TO DO:
Within the records, say how many lines include the word "road"; the answer should be the number and no more.

INFORMATION:

-- Opening Marker --

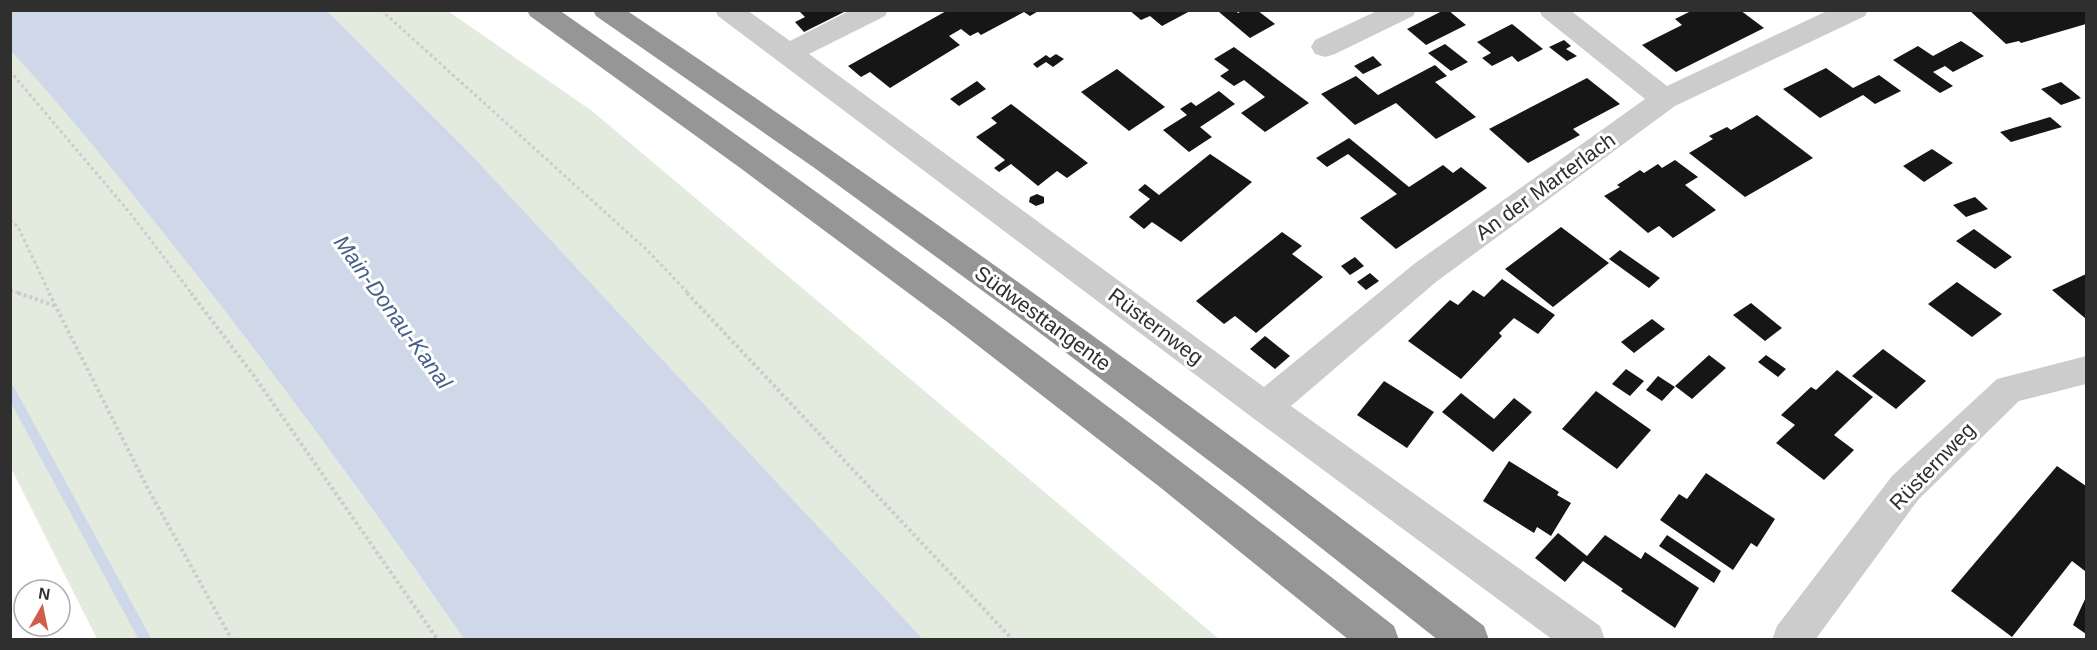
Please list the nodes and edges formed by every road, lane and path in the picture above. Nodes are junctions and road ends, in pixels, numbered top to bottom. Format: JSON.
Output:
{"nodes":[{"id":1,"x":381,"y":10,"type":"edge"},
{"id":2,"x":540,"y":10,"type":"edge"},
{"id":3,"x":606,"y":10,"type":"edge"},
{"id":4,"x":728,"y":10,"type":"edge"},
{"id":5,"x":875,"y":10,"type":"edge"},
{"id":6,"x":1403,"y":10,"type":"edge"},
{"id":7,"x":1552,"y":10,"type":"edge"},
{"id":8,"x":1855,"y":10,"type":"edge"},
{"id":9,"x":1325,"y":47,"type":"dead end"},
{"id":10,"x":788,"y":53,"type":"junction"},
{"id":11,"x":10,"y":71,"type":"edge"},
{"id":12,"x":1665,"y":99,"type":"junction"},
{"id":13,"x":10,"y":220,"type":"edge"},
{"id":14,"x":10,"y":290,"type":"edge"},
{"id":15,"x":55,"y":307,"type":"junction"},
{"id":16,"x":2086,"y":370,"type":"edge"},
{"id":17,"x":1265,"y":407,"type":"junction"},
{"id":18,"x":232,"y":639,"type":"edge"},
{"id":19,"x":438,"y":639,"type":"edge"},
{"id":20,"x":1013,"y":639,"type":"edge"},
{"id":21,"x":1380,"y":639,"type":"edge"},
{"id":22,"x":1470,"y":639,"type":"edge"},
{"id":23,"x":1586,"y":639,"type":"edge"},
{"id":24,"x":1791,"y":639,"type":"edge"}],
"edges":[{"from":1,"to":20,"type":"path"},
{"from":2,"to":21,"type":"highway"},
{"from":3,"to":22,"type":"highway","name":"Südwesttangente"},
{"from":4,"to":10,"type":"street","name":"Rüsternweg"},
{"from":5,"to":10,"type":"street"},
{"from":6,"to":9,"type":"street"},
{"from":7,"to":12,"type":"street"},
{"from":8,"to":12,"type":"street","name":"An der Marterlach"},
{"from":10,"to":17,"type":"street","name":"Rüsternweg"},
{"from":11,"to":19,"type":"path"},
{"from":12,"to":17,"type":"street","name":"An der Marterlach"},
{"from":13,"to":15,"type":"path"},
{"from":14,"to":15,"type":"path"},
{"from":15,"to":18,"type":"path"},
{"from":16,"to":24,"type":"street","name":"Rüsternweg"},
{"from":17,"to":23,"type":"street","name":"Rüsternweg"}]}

-- Closing Marker --
-- Opening Marker --

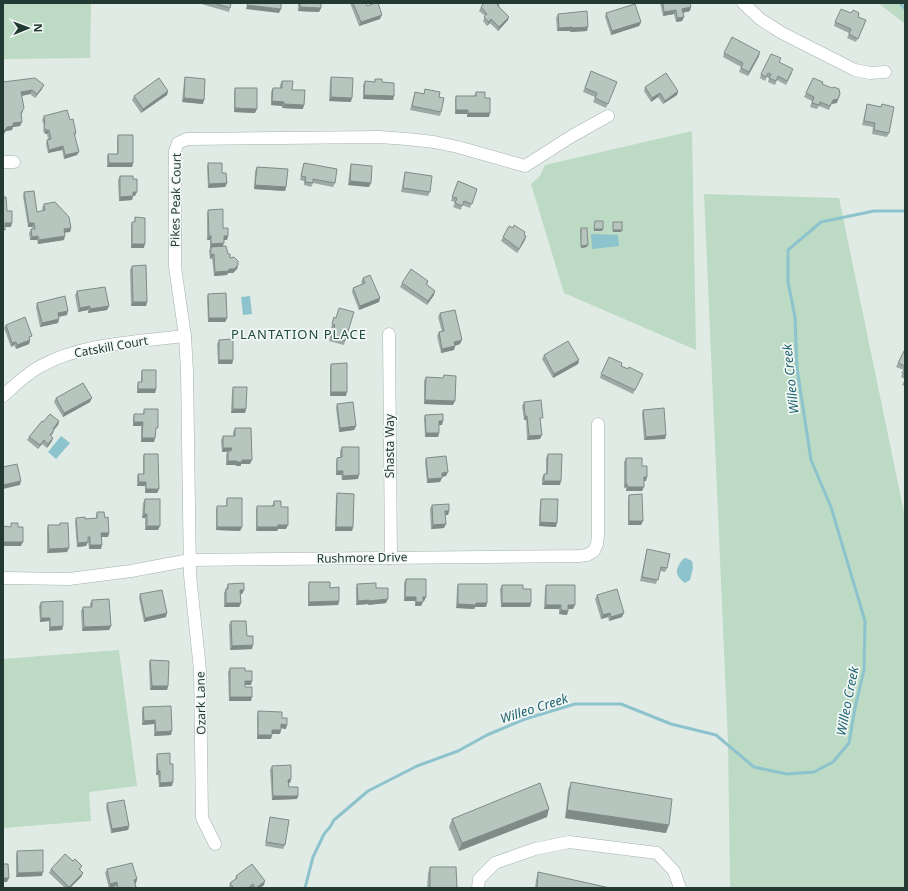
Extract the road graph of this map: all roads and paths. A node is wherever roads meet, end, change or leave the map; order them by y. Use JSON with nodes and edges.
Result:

-- Closing Marker --

SOLUTION FOR THIS PROBLEM:
2